TASK PROMPT - Look through the material below. Copy each line that contains the string "TudoNumClick".

PROVIDED ENTRIES -
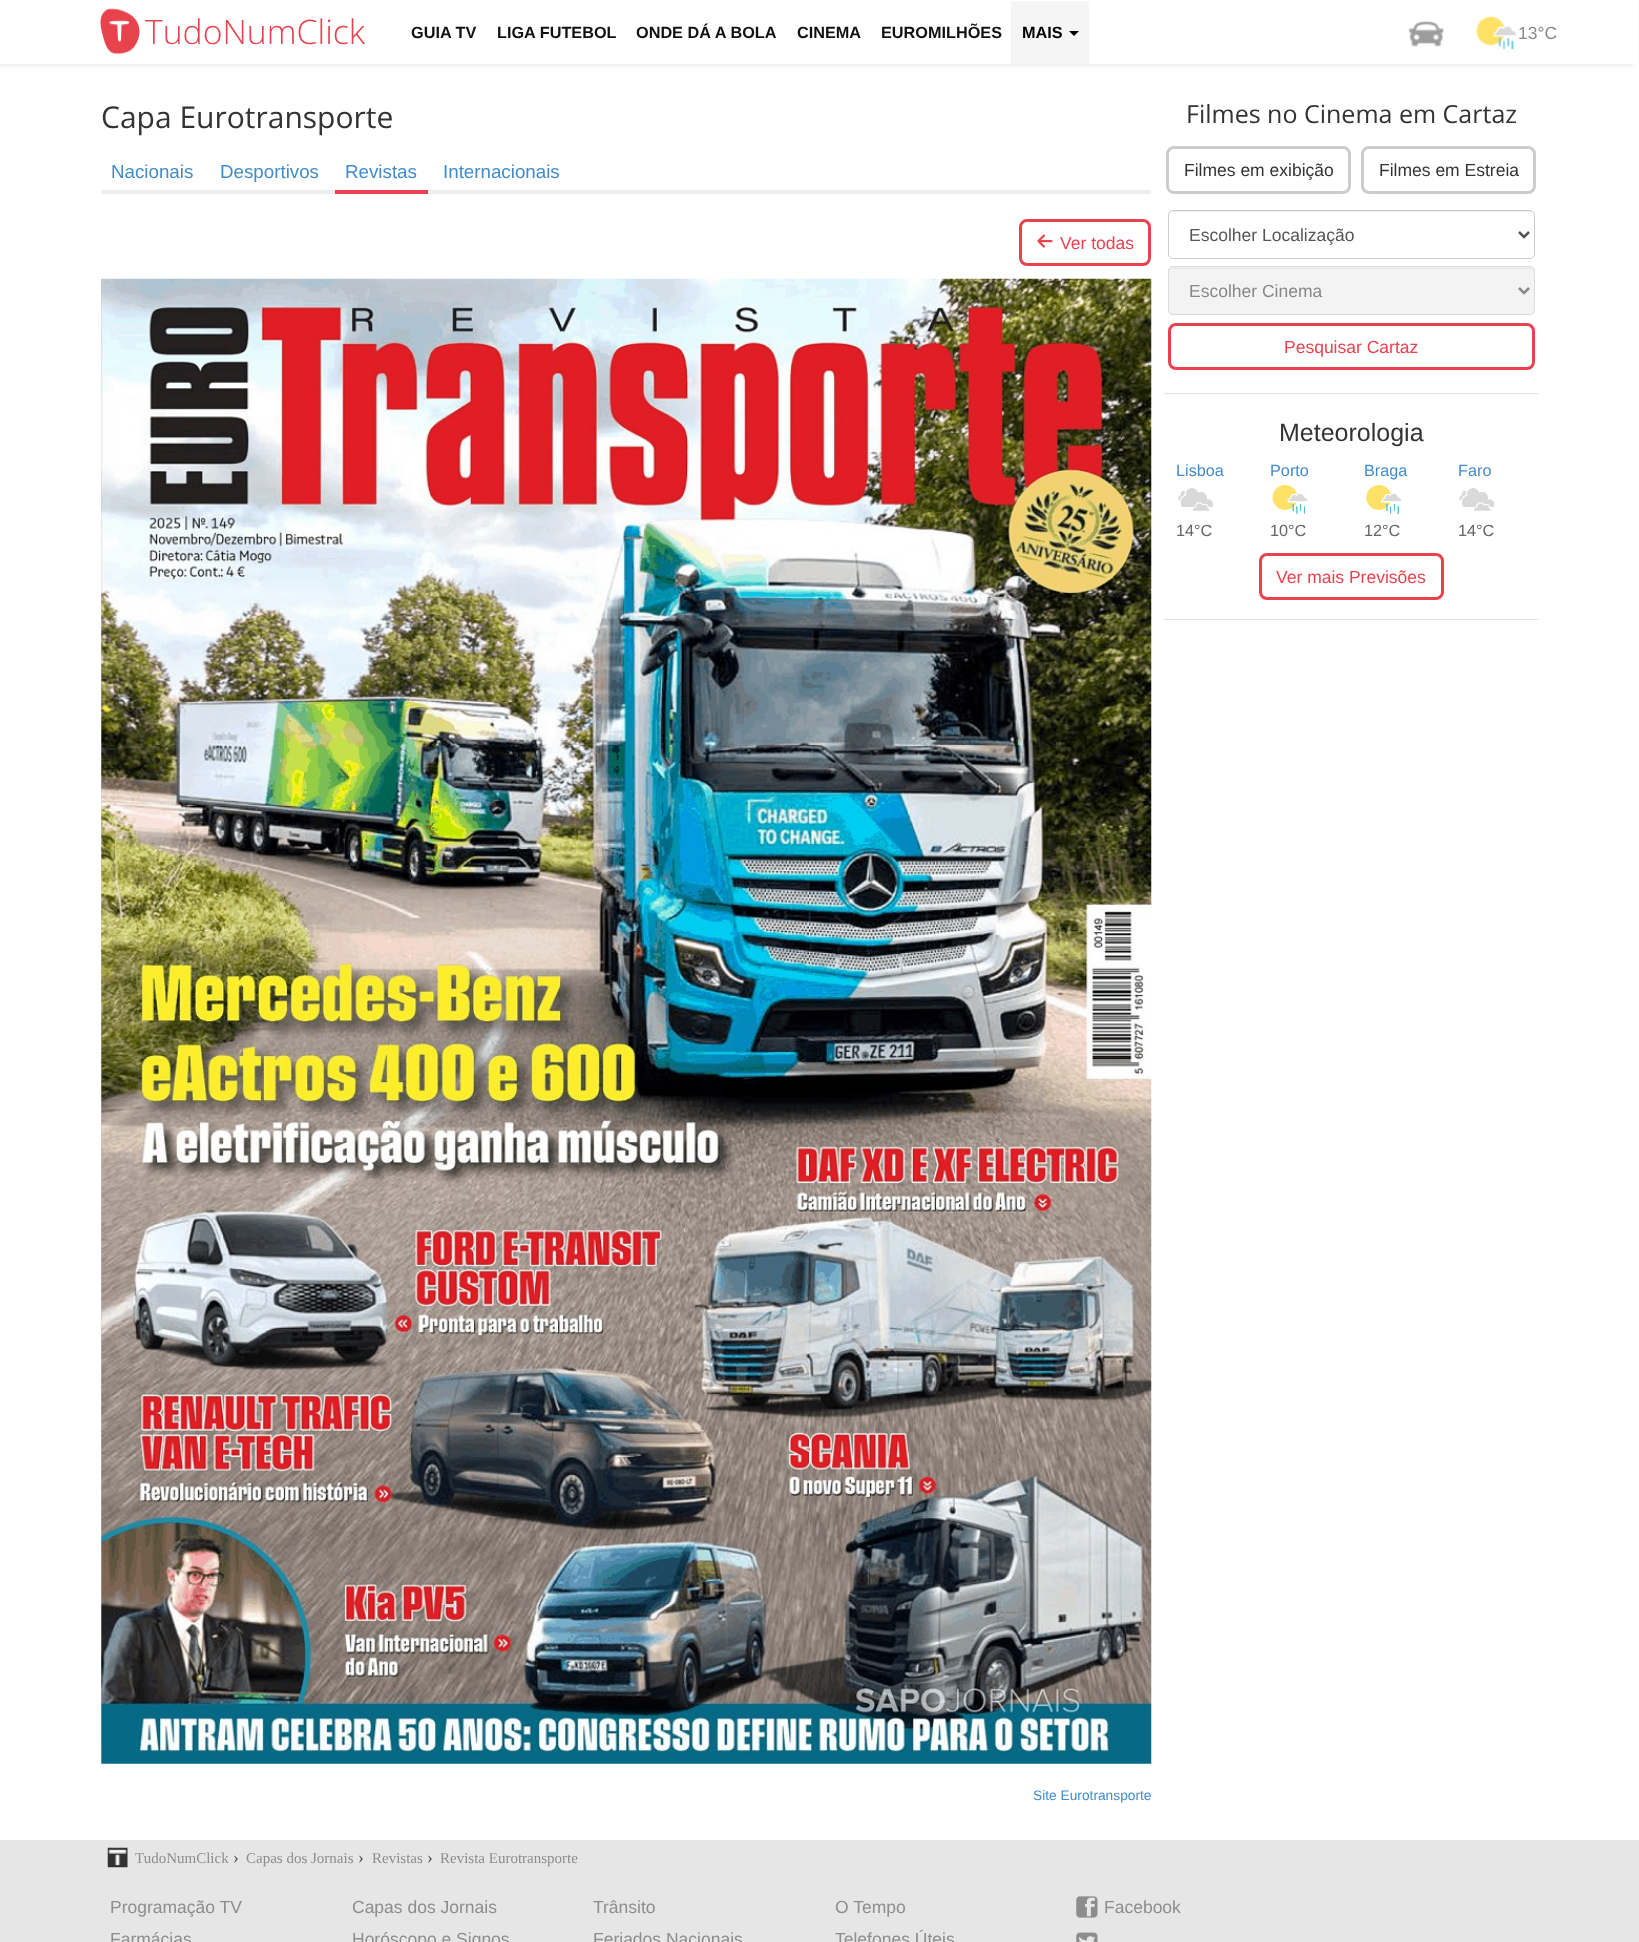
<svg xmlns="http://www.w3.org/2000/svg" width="1639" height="1942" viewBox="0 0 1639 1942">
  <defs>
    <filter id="blur1" x="-50%" y="-200%" width="200%" height="500%"><feGaussianBlur stdDeviation="3"/></filter>
  </defs>
  <rect width="100%" height="100%" fill="#ffffff"/>
  <rect x="-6" y="0" width="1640" height="64" fill="#000000" fill-opacity="0.13" filter="url(#blur1)"/>
  <rect x="0" y="0" width="1638" height="64" fill="#ffffff"/>
  <image x="100" y="8" width="40" height="47" href="img1.png"/>
  <text x="145" y="44" font-family="Open Sans" font-size="33.75" font-weight="300" fill="#e8424e">TudoNumClick</text>
  <text x="411" y="38" font-family="Liberation Sans" font-size="16.25" font-weight="bold" fill="#111111">GUIA TV</text>
  <text x="497" y="38" font-family="Liberation Sans" font-size="16.25" font-weight="bold" fill="#111111">LIGA FUTEBOL</text>
  <text x="636" y="38" font-family="Liberation Sans" font-size="16.25" font-weight="bold" fill="#111111">ONDE DÁ A BOLA</text>
  <text x="797" y="38" font-family="Liberation Sans" font-size="16.25" font-weight="bold" fill="#111111">CINEMA</text>
  <text x="881" y="38" font-family="Liberation Sans" font-size="16.25" font-weight="bold" fill="#111111">EUROMILHÕES</text>
  <rect x="1011" y="1" width="78" height="63" fill="#f5f5f5"/>
  <text x="1022" y="38" font-family="Liberation Sans" font-size="16.25" font-weight="bold" fill="#000000">MAIS</text>
  <path d="M1069 31H1079L1074 36Z" fill="#000000"/>
  <image x="1408" y="20" width="36" height="27" href="img2.png"/>
  <image x="1476" y="16" width="41" height="34" href="img3.png"/>
  <text x="1518" y="39" font-family="Liberation Sans" font-size="17.5" fill="#888888">13°C</text>
  <text x="101" y="128" font-family="Open Sans" font-size="30" fill="#333333">Capa Eurotransporte</text>
  <rect x="101" y="190" width="1050" height="4" fill="#eeeeee"/>
  <text x="111" y="178" font-family="Liberation Sans" font-size="18.75" fill="#428bca">Nacionais</text>
  <text x="220" y="178" font-family="Liberation Sans" font-size="18.75" fill="#428bca">Desportivos</text>
  <rect x="335" y="190" width="93" height="4" fill="#e8424e"/>
  <text x="345" y="178" font-family="Liberation Sans" font-size="18.75" fill="#428bca">Revistas</text>
  <text x="443" y="178" font-family="Liberation Sans" font-size="18.75" fill="#428bca">Internacionais</text>
  <rect x="1020.5" y="220.5" width="129" height="44" rx="6.5" fill="none" stroke="#e8424e" stroke-width="3"/>
  <image x="1037" y="234" width="16" height="14" href="img4.png"/>
  <text x="1060" y="249" font-family="Liberation Sans" font-size="17.5" fill="#e8424e">Ver todas</text>
  <image x="101" y="278" width="1051" height="1486" href="img5.png"/>
  <text x="1033" y="1800" font-family="Liberation Sans" font-size="13.75" fill="#428bca">Site Eurotransporte</text>
  <rect x="1164" y="393" width="375" height="1" fill="#e4e4e4"/>
  <text x="1186" y="123" font-family="Open Sans" font-size="25" fill="#333333">Filmes no Cinema em Cartaz</text>
  <rect x="1167.5" y="147.5" width="182" height="45" rx="6.5" fill="none" stroke="#cccccc" stroke-width="3"/>
  <text x="1184" y="176" font-family="Liberation Sans" font-size="17.5" fill="#333333">Filmes em exibição</text>
  <rect x="1362.5" y="147.5" width="172" height="45" rx="6.5" fill="none" stroke="#cccccc" stroke-width="3"/>
  <text x="1379" y="176" font-family="Liberation Sans" font-size="17.5" fill="#333333">Filmes em Estreia</text>
  <path d="M1172 212H1530C1532 212 1534 214 1534 216L1533 213L1531 211H1173C1170 211 1169 213 1169 216C1169 214 1170 212 1172 212Z" fill="#ececec"/>
  <rect x="1168.5" y="210.5" width="366" height="48" rx="4.5" fill="none" stroke="#cccccc"/>
  <path d="M1519 232L1524 237L1529 232" fill="none" stroke="#555555" stroke-width="2.5"/>
  <text x="1189" y="241" font-family="Liberation Sans" font-size="17.5" fill="#555555">Escolher Localização</text>
  <rect x="1168" y="266" width="367" height="49" rx="5" fill="#f3f3f3"/>
  <path d="M1172 269H1530C1532 269 1534 270 1534 272C1534 270 1532 268 1530 268H1173C1172 268 1170 269 1170 270Z" fill="#e7e7e7"/>
  <rect x="1168.5" y="266.5" width="366" height="48" rx="4.5" fill="none" stroke="#dbdbdb"/>
  <path d="M1519 288L1524 293L1529 288" fill="none" stroke="#888888" stroke-width="2.5"/>
  <text x="1189" y="297" font-family="Liberation Sans" font-size="17.5" fill="#888888">Escolher Cinema</text>
  <rect x="1169.5" y="324.5" width="364" height="44" rx="6.5" fill="none" stroke="#e8424e" stroke-width="3"/>
  <text x="1284" y="353" font-family="Liberation Sans" font-size="17.5" fill="#e8424e">Pesquisar Cartaz</text>
  <rect x="1164" y="619" width="375" height="1" fill="#e4e4e4"/>
  <text x="1279" y="441" font-family="Liberation Sans" font-size="25" fill="#333333">Meteorologia</text>
  <text x="1176" y="476" font-family="Liberation Sans" font-size="16.25" fill="#428bca">Lisboa</text>
  <image x="1178" y="488" width="35" height="23" href="img6.png"/>
  <text x="1176" y="536" font-family="Liberation Sans" font-size="16.25" fill="#666666">14°C</text>
  <text x="1270" y="476" font-family="Liberation Sans" font-size="16.25" fill="#428bca">Porto</text>
  <image x="1272" y="485" width="36" height="29" href="img7.png"/>
  <text x="1270" y="536" font-family="Liberation Sans" font-size="16.25" fill="#666666">10°C</text>
  <text x="1364" y="476" font-family="Liberation Sans" font-size="16.25" fill="#428bca">Braga</text>
  <image x="1366" y="485" width="36" height="29" href="img8.png"/>
  <text x="1364" y="536" font-family="Liberation Sans" font-size="16.25" fill="#666666">12°C</text>
  <text x="1458" y="476" font-family="Liberation Sans" font-size="16.25" fill="#428bca">Faro</text>
  <image x="1459" y="488" width="36" height="23" href="img9.png"/>
  <text x="1458" y="536" font-family="Liberation Sans" font-size="16.25" fill="#666666">14°C</text>
  <rect x="1260.5" y="554.5" width="182" height="44" rx="6.5" fill="none" stroke="#e8424e" stroke-width="3"/>
  <text x="1276" y="583" font-family="Liberation Sans" font-size="17.5" fill="#e8424e">Ver mais Previsões</text>
  <rect x="0" y="1840" width="1639" height="102" fill="#e6e6e6"/>
  <image x="107" y="1847" width="21" height="21" href="img10.png"/>
  <text x="135" y="1863" font-family="Liberation Serif" font-size="15" fill="#8e8d8d">TudoNumClick</text>
  <text x="233" y="1863" font-family="Liberation Serif" font-size="17.5" fill="#504e4e">›</text>
  <text x="246" y="1863" font-family="Liberation Serif" font-size="15" fill="#8e8d8d">Capas dos Jornais</text>
  <text x="358" y="1863" font-family="Liberation Serif" font-size="17.5" fill="#504e4e">›</text>
  <text x="372" y="1863" font-family="Liberation Serif" font-size="15" fill="#8e8d8d">Revistas</text>
  <text x="427" y="1863" font-family="Liberation Serif" font-size="17.5" fill="#504e4e">›</text>
  <text x="440" y="1863" font-family="Liberation Serif" font-size="15" fill="#8e8d8d">Revista Eurotransporte</text>
  <text x="110" y="1913" font-family="Liberation Sans" font-size="17.5" fill="#8e8d8d">Programação TV</text>
  <text x="110" y="1945" font-family="Liberation Sans" font-size="17.5" fill="#8e8d8d">Farmácias</text>
  <text x="352" y="1913" font-family="Liberation Sans" font-size="17.5" fill="#8e8d8d">Capas dos Jornais</text>
  <text x="352" y="1945" font-family="Liberation Sans" font-size="17.5" fill="#8e8d8d">Horóscopo e Signos</text>
  <text x="593" y="1913" font-family="Liberation Sans" font-size="17.5" fill="#8e8d8d">Trânsito</text>
  <text x="593" y="1945" font-family="Liberation Sans" font-size="17.5" fill="#8e8d8d">Feriados Nacionais</text>
  <text x="835" y="1913" font-family="Liberation Sans" font-size="17.5" fill="#8e8d8d">O Tempo</text>
  <text x="835" y="1945" font-family="Liberation Sans" font-size="17.5" fill="#8e8d8d">Telefones Úteis</text>
  <image x="1076" y="1896" width="22" height="22" href="img11.png"/>
  <text x="1104" y="1913" font-family="Liberation Sans" font-size="17.5" fill="#8e8d8d">Facebook</text>
  <image x="1076" y="1932" width="22" height="10" href="img12.png"/>
</svg>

SOLVED PROBLEM -
  <text x="145" y="44" font-family="Open Sans" font-size="33.75" font-weight="300" fill="#e8424e">TudoNumClick</text>
  <text x="135" y="1863" font-family="Liberation Serif" font-size="15" fill="#8e8d8d">TudoNumClick</text>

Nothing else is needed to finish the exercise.